Detecting Pathogens with Swimming Gold Nanoparticles

Toshiharu Saiki (Professor, Department of Electronics and Electrical Engineering)

"Isn't there a way to make flu tests less painful?" "Can't cancer be detected earlier?" Everyone hopes for highly accurate medical diagnostics that are less burdensome for patients. To meet these demands, the challenge, simply put, is to unerringly detect the viruses, bacteria, or disease-signaling substances that cause illness, no matter how small the quantity. This is a universal theme for researchers in biosensing, with new methods being proposed and demonstrated daily. In our laboratory, we are also working on developing highly sensitive sensing methods based on our accumulated nanophotonics technology. Here is one example.

One key to high sensitivity is making the object of interest (hereafter referred to as the "target") "easy to find." For this purpose, we chose a method of capturing the target with brightly shining gold nanoparticles. This is a common and widely used technique. Using antigen-antibody reactions or the binding of complementary DNA strands, we capture the target antigen or DNA by sandwiching it between two gold nanoparticles (this is called forming a dimer; see Figs. 1 and 2).
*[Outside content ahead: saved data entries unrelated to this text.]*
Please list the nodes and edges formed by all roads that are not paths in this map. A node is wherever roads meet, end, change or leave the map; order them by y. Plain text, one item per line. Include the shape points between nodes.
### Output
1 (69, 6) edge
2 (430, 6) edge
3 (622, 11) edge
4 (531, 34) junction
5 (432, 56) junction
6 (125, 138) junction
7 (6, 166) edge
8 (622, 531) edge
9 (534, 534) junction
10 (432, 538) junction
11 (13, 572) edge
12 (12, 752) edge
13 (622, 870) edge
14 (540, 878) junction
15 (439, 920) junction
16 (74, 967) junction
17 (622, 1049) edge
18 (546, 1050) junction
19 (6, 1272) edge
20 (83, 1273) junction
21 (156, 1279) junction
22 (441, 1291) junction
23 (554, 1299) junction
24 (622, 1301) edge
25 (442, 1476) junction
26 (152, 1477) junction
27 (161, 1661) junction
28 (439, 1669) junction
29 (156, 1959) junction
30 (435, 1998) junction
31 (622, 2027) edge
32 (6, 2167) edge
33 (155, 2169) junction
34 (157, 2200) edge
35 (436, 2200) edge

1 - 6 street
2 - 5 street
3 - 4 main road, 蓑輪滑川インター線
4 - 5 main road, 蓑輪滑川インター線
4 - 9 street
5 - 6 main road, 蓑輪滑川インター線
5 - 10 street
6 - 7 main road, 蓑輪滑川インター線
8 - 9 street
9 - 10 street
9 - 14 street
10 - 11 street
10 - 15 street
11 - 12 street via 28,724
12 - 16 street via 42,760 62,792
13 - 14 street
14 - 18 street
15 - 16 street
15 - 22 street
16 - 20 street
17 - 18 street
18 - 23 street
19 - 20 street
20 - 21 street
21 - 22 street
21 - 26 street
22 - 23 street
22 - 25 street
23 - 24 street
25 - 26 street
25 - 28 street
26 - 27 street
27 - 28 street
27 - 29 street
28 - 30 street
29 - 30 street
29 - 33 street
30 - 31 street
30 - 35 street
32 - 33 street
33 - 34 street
Fig. 1: Antibodies that bind strongly to the target antigen (virus) are attached to gold nanoparticles in advance. When the gold nanoparticles and antigens meet in water, pairs of gold nanoparticles (dimers) are formed with the antigen acting as an adhesive. Dimers are formed in a similar way when the target is DNA.

Fig. 2: An isolated gold nanoparticle (left) and its dimer (right) observed with an electron microscope. The two particles are joined by DNA binding. The diameter of the gold nanoparticles is 40 nm.

In other words, when a specimen is added to an aqueous solution of gold nanoparticles used as a reagent, dimers appear in proportion to the amount of the target. Furthermore, "fast detection" is crucial in clinical settings, so methods that require minimal separation and washing steps are desirable. Therefore, we decided to directly identify whether each gold nanoparticle undergoing Brownian motion in water is an isolated particle (which has not captured a target) or a dimer (which has captured a target) by checking them one by one. By focusing on the differences in optical anisotropy and rotational speed, we can instantly and unerringly distinguish between the two (Fig. 3). Also, since this method digitally counts the number of particles, it is a robust method unaffected by noise or changes in the surrounding environment, making it suitable for on-site use.

Fig. 3: Under a microscope, a laser beam is focused to a small spot to observe the swimming gold nanoparticles one by one. Compared to isolated particles, dimers have the property of changing the polarization of scattered light and also exhibit slower rotational motion. By observing the particles with these two points in mind, isolated particles and dimers can be instantly distinguished.

Having completed the basic proof-of-principle, we are now working on expanding the types of targets and developing a device. You might wonder, "Do they do this kind of bio-related research in the Department of Electronics and Electrical Engineering?" However, because students in the Department of Electronics and Electrical Engineering have a solid foundation in areas such as optoelectronic measurement, signal processing and communication, and device technology, they can smoothly create new practical technologies with a view of the entire system when collaborating with people from different fields.